§ **What the task requires**
In the copy, include no pictures. Reproduce the rest of the entries exactly.

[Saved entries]
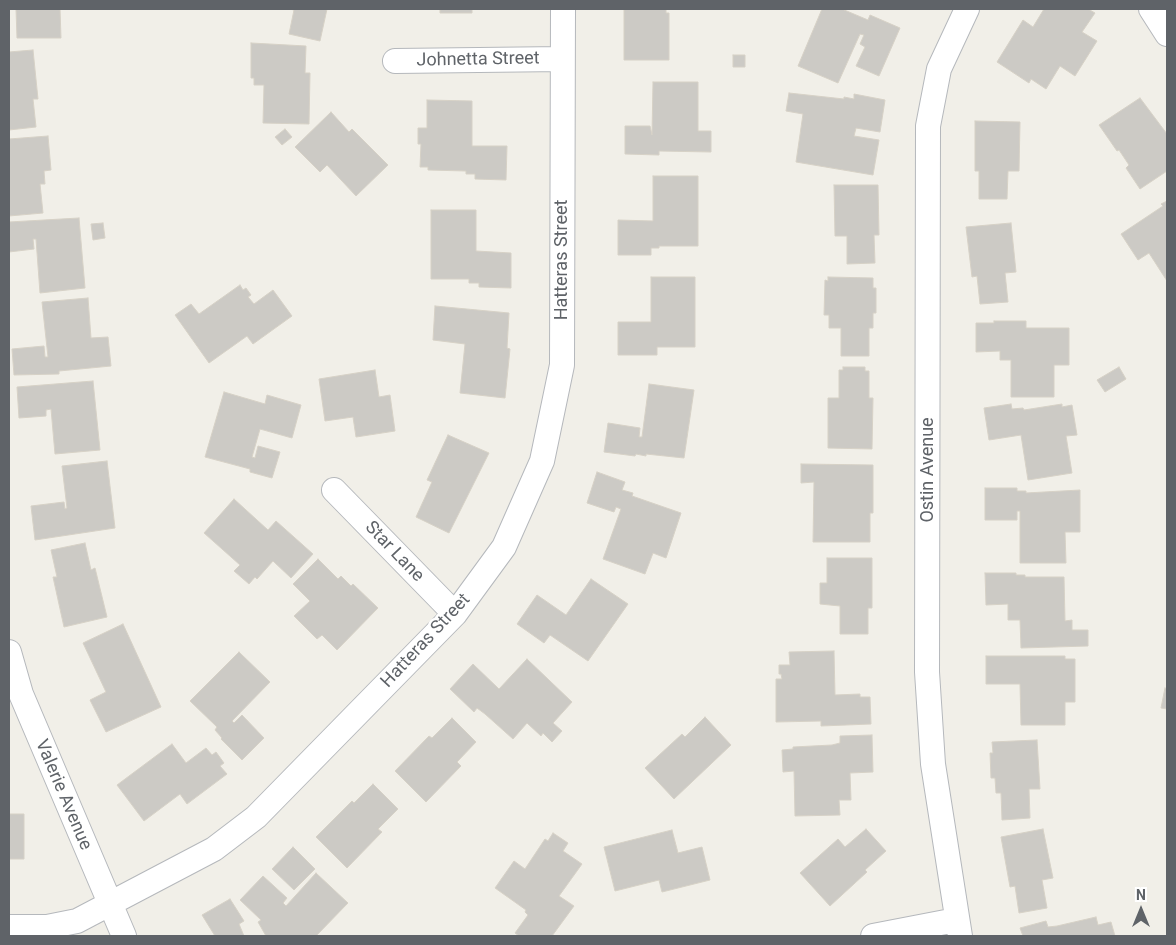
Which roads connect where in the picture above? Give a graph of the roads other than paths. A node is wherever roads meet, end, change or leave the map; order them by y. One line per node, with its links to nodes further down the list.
1 (563, 9): 5 (street, Hatteras Street)
2 (967, 9): 12 (street, Ostin Avenue)
3 (1151, 9): 4 (street)
4 (1167, 34)
5 (562, 60): 6 (street, Johnetta Street); 8 (street, Hatteras Street)
6 (394, 61)
7 (334, 490): 8 (street, Star Lane)
8 (455, 614): 10 (street, Hatteras Street)
9 (9, 652): 10 (street, Valerie Avenue)
10 (110, 904): 11 (street, Hatteras Street); 13 (street, Valerie Avenue)
11 (9, 927)
12 (958, 928): 14 (street)
13 (124, 936)
14 (873, 936)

§ **Expected output**
Which roads connect where in the picture above? Give a graph of the roads other than paths. A node is wherever roads meet, end, change or leave the map; order them by y. One line per node, with its links to nodes further down the list.
1 (563, 9): 5 (street, Hatteras Street)
2 (967, 9): 12 (street, Ostin Avenue)
3 (1151, 9): 4 (street)
4 (1167, 34)
5 (562, 60): 6 (street, Johnetta Street); 8 (street, Hatteras Street)
6 (394, 61)
7 (334, 490): 8 (street, Star Lane)
8 (455, 614): 10 (street, Hatteras Street)
9 (9, 652): 10 (street, Valerie Avenue)
10 (110, 904): 11 (street, Hatteras Street); 13 (street, Valerie Avenue)
11 (9, 927)
12 (958, 928): 14 (street)
13 (124, 936)
14 (873, 936)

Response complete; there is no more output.